As an immigrant and a daughter of a seamstress, I learned to sew at age six. It was not a choice but rather a necessity to help my mother earn a living. In this way, sewing has ever since been an important part of me, my body memory, and my politics. Sewing is my medium to investigate identity politics, immigration and immigrant labor, possession and dispossession, citizenship and belonging, dissent and protest, and race politics in the United States.
My art practice situates itself at the intersection of fiber, social practice, performance, and pedagogy. At the core of my practice, I create socially engaged and materially rich projects in an ‘art world’ environment that are available and accessible for those who are disenfranchised, particularly for dispossessed immigrants of color.
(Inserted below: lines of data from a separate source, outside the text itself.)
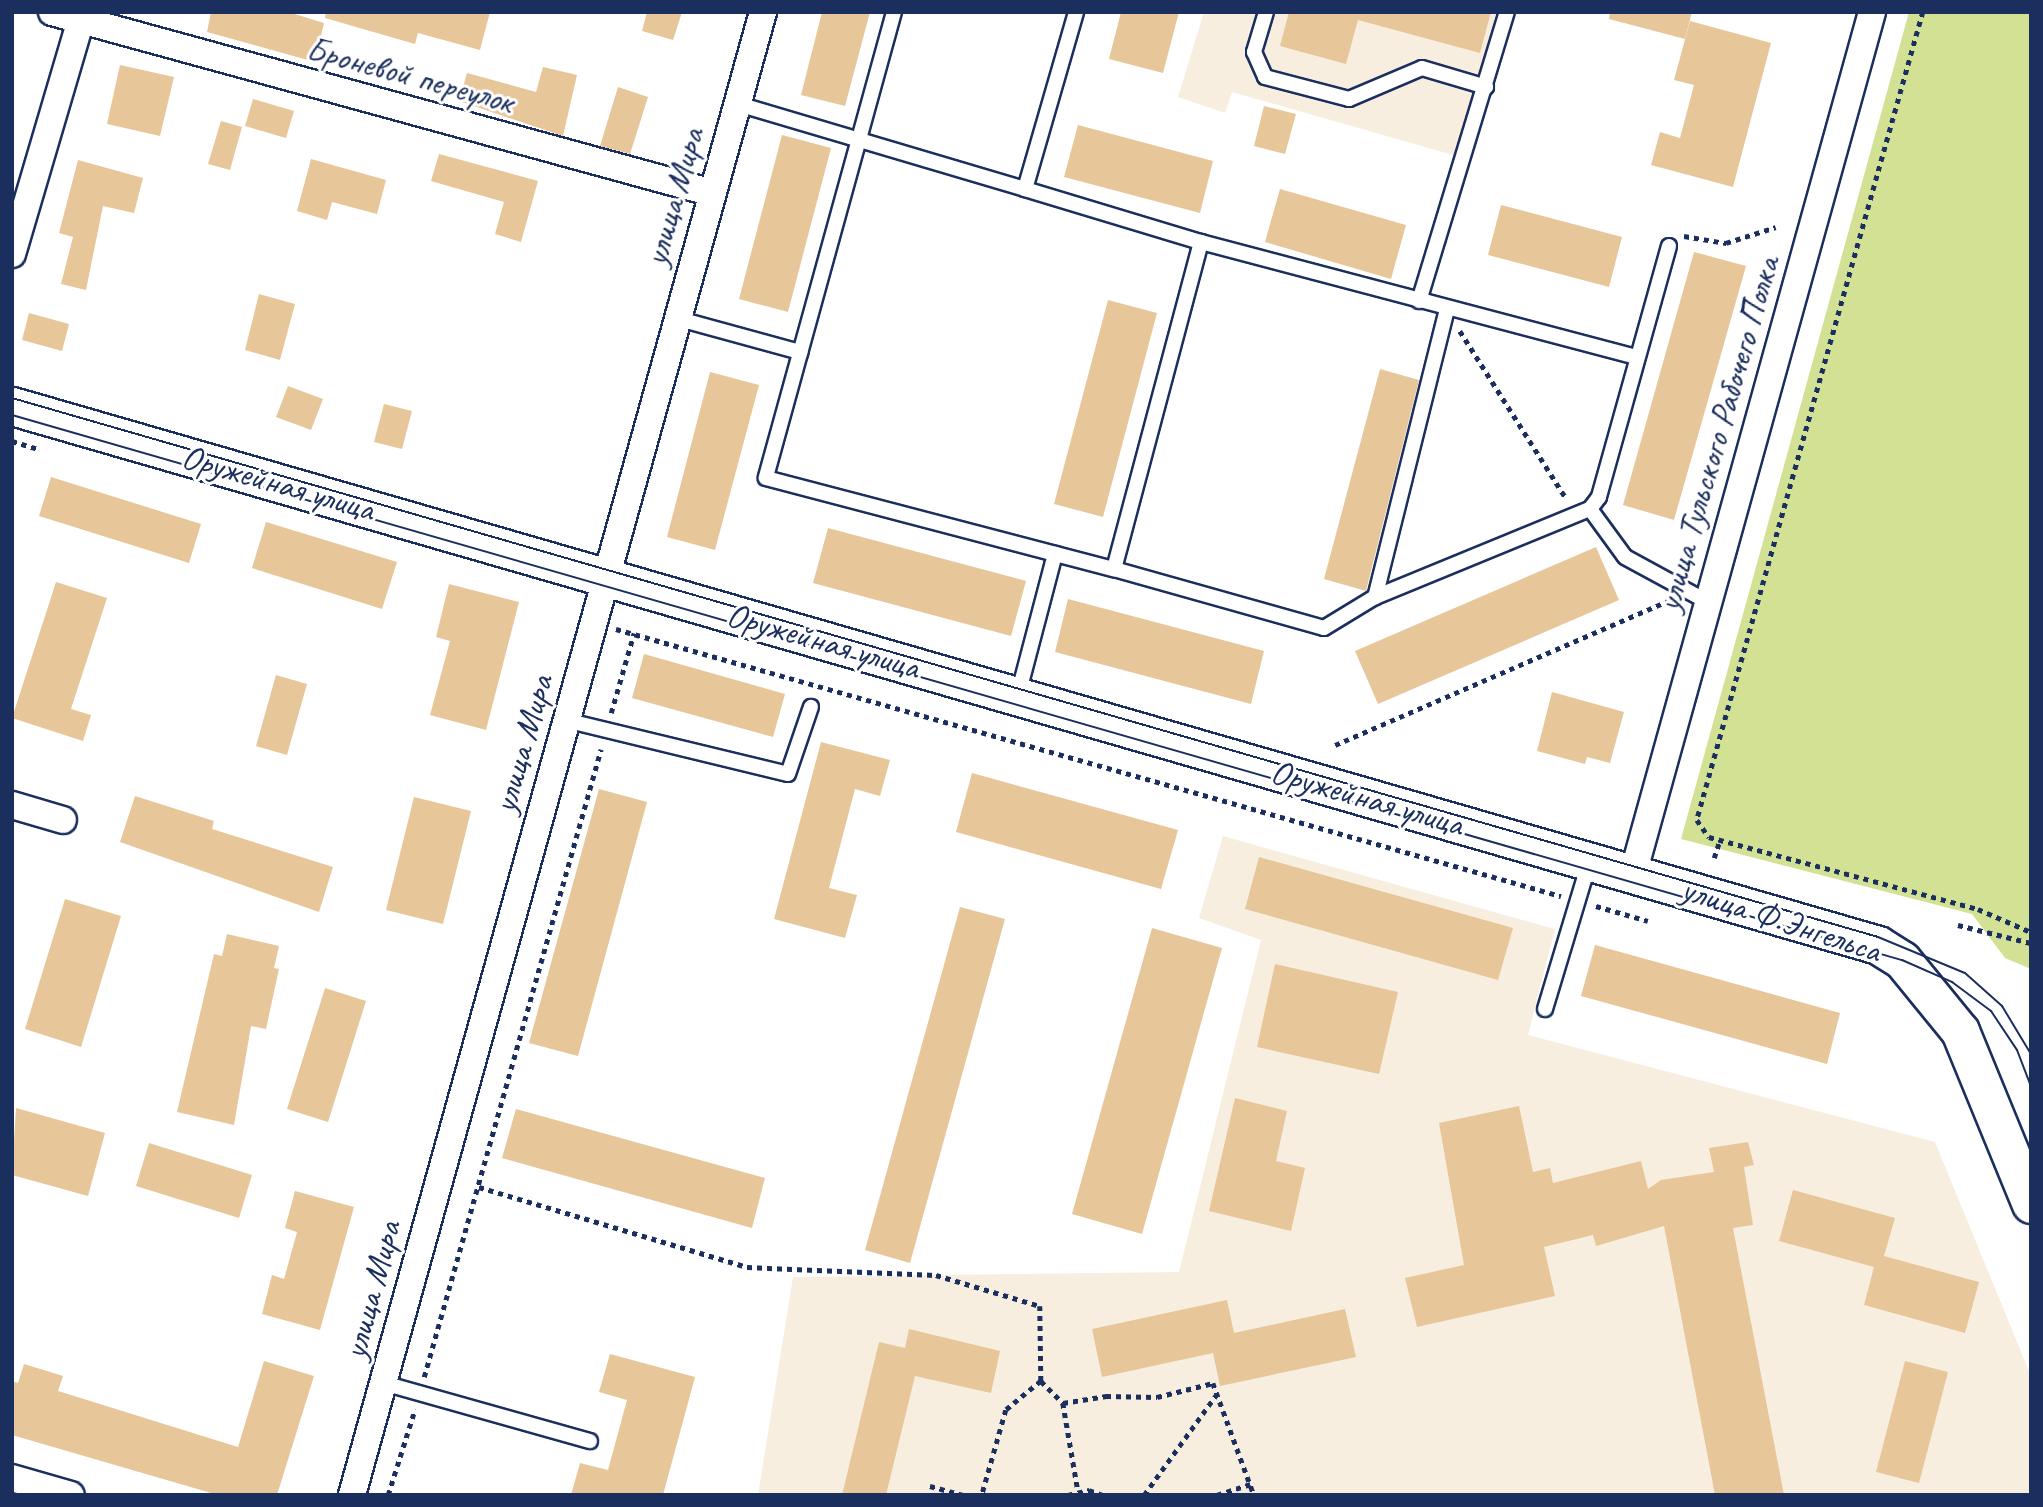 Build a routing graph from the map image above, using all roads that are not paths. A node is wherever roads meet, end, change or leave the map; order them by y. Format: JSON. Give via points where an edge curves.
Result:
{"nodes":[{"id":1,"x":52,"y":12,"type":"edge"},
{"id":2,"x":763,"y":12,"type":"edge"},
{"id":3,"x":894,"y":12,"type":"edge"},
{"id":4,"x":1076,"y":12,"type":"edge"},
{"id":5,"x":1266,"y":12,"type":"edge"},
{"id":6,"x":1507,"y":12,"type":"edge"},
{"id":7,"x":1872,"y":12,"type":"edge"},
{"id":8,"x":82,"y":16,"type":"edge"},
{"id":9,"x":1486,"y":87,"type":"junction"},
{"id":10,"x":738,"y":104,"type":"junction"},
{"id":11,"x":862,"y":139,"type":"junction"},
{"id":12,"x":1025,"y":189,"type":"junction"},
{"id":13,"x":709,"y":192,"type":"junction"},
{"id":14,"x":1201,"y":242,"type":"junction"},
{"id":15,"x":1669,"y":246,"type":"road end"},
{"id":16,"x":12,"y":254,"type":"edge"},
{"id":17,"x":1419,"y":301,"type":"junction"},
{"id":18,"x":1447,"y":309,"type":"junction"},
{"id":19,"x":676,"y":318,"type":"junction"},
{"id":20,"x":800,"y":352,"type":"junction"},
{"id":21,"x":1637,"y":358,"type":"junction"},
{"id":22,"x":12,"y":406,"type":"edge"},
{"id":23,"x":1583,"y":512,"type":"junction"},
{"id":24,"x":1055,"y":554,"type":"junction"},
{"id":25,"x":1114,"y":569,"type":"junction"},
{"id":26,"x":607,"y":578,"type":"junction"},
{"id":27,"x":1375,"y":597,"type":"junction"},
{"id":28,"x":1708,"y":602,"type":"junction"},
{"id":29,"x":1017,"y":697,"type":"junction"},
{"id":30,"x":811,"y":707,"type":"dead end"},
{"id":31,"x":565,"y":720,"type":"junction"},
{"id":32,"x":12,"y":805,"type":"edge"},
{"id":33,"x":63,"y":820,"type":"dead end"},
{"id":34,"x":1589,"y":861,"type":"junction"},
{"id":35,"x":1633,"y":874,"type":"junction"},
{"id":36,"x":1545,"y":1009,"type":"dead end"},
{"id":37,"x":2031,"y":1204,"type":"edge"},
{"id":38,"x":383,"y":1383,"type":"junction"},
{"id":39,"x":590,"y":1441,"type":"dead end"},
{"id":40,"x":12,"y":1478,"type":"edge"},
{"id":41,"x":71,"y":1495,"type":"edge"},
{"id":42,"x":352,"y":1495,"type":"edge"}],
"edges":[{"from":1,"to":8,"type":"street","name":"Броневой переулок"},
{"from":2,"to":10,"type":"street","name":"улица Мира"},
{"from":3,"to":11,"type":"lane"},
{"from":4,"to":12,"type":"lane"},
{"from":5,"to":9,"type":"lane","via":[[1254,52],[1265,77],[1349,99],[1422,68]]},
{"from":6,"to":9,"type":"lane"},
{"from":7,"to":28,"type":"street","name":"улица Тульского Рабочего Полка"},
{"from":8,"to":13,"type":"street","name":"Броневой переулок"},
{"from":8,"to":16,"type":"street"},
{"from":9,"to":17,"type":"lane"},
{"from":10,"to":11,"type":"lane"},
{"from":10,"to":13,"type":"street","name":"улица Мира"},
{"from":11,"to":12,"type":"lane"},
{"from":11,"to":20,"type":"lane"},
{"from":12,"to":14,"type":"lane"},
{"from":13,"to":19,"type":"street","name":"улица Мира"},
{"from":14,"to":17,"type":"lane"},
{"from":14,"to":25,"type":"lane"},
{"from":15,"to":21,"type":"lane"},
{"from":17,"to":18,"type":"lane"},
{"from":18,"to":21,"type":"lane"},
{"from":18,"to":27,"type":"lane"},
{"from":19,"to":20,"type":"lane"},
{"from":19,"to":26,"type":"street","name":"улица Мира"},
{"from":20,"to":24,"type":"lane","via":[[766,478]]},
{"from":21,"to":23,"type":"lane","via":[[1599,497]]},
{"from":22,"to":26,"type":"street","name":"Оружейная улица"},
{"from":23,"to":27,"type":"lane"},
{"from":23,"to":28,"type":"lane","via":[[1626,557]]},
{"from":24,"to":25,"type":"lane"},
{"from":24,"to":29,"type":"lane"},
{"from":25,"to":27,"type":"lane","via":[[1324,628]]},
{"from":26,"to":29,"type":"street","name":"Оружейная улица"},
{"from":26,"to":31,"type":"street","name":"улица Мира"},
{"from":28,"to":35,"type":"street","name":"улица Тульского Рабочего Полка"},
{"from":29,"to":34,"type":"street","name":"Оружейная улица"},
{"from":30,"to":31,"type":"lane","via":[[788,775]]},
{"from":31,"to":38,"type":"street","name":"улица Мира"},
{"from":32,"to":33,"type":"street"},
{"from":34,"to":35,"type":"street","name":"Оружейная улица"},
{"from":34,"to":36,"type":"lane"},
{"from":35,"to":37,"type":"street","name":"улица Ф.Энгельса","via":[[1878,945],[1902,960],[1960,1031]]},
{"from":38,"to":39,"type":"lane"},
{"from":38,"to":42,"type":"street","name":"улица Мира"},
{"from":40,"to":41,"type":"street"}]}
I confront social and racial injustices against the disenfranchised and riff off of official institutions and bureaucratic processes to reimagine new, inclusive, and humanized systems of civic engagement and belonging. I do this by creating participatory and active environments where safety, play, and skill-sharing are emphasized. And even though many of my projects are collaborative and communal in nature, they incite and highlight individual’s experiences, politics, and voice. Much of my communal work revolves around sharing skills as a point of connection. We share sewing techniques, to create multiethnic and intergenerational sewing circles, which become a place for empowerment, subversion, and protest.
Photo by Virginia Harold
Aram Han Sifuentes (she/they) is a fiber and social practice artist, writer, and educator who works to claim spaces for immigrant and disenfranchised communities. Her work often revolves around skill sharing, specifically sewing techniques, to create multiethnic and intergenerational sewing circles, which become a place for empowerment, subversion and protest.
Han Sifuentes earned her B.A. in Art and Latin American Studies from the University of California, Berkeley, and her M.F.A. in Fiber and Material Studies from the School of the Art Institute of Chicago. She has been a recipient of a Smithsonian Artist Research Fellowship, Map Fund, Asian Cultural Council’s Individual Fellowship, and 3Arts Award. Her project Protest Banner Lending Library was a finalist for the Beazley Design Awards at the Design Museum in London in 2016.
Solo exhibitions of her work have been shown at the Pulitzer Arts Foundation, Chicago Cultural Center, Jane Addams Hull-House Museum, and Hyde Park Art Center. Her upcoming solo exhibitions include Talking Back to Power: Projects by Aram Han Sifuentes (2022) at the Skirball Cultural Center in Los Angeles and Messages to Authorities (2022) at the Museum of Contemporary Art, Cleveland, where she is currently the inaugural Getting to Know Artist in Residence. Han Sifuentes has facilitated workshops for her projects internationally including at the Whitney Museum of American Art, Art Institute of Chicago, and Museum of Fine Arts. Han Sifuentes’s art works are included in various public collections including the Renwick Gallery of Smithsonian American Art Museum, Denver Art Museum, Herbert Johnson Museum of Art, DePaul Art Museum, and Wing Luke Museum of Asian Pacific American Experience. Recent commissions include a public art project for Mural Arts Philadelphia premiering in fall 2021.
She lectures and presents artist talks to international audiences. She also publishes writings and texts including “How Internalized White Supremacy Manifest for My BIPOC Students in Art School,” for the summer issue of Art Journal (2021), and the chapter “A Mother’s Work: A Mother/Daughter/Seamstress/Fiber Artist’s Merging Practice and Politics,” in Maternal in Creative Work: Intergenerational Discussions on Motherhood and Art edited Elena Marcevska and Velerie Walkerdine (2019). Her monograph, We Are Never Never Other, will be published in 2021 by University Galleries at Illinois State University. She was the 2020-2021 Artist-in-Residence at Loyola University, Chicago and is currently an Associate Professor, Adjunct at the School of the Art Institute of Chicago.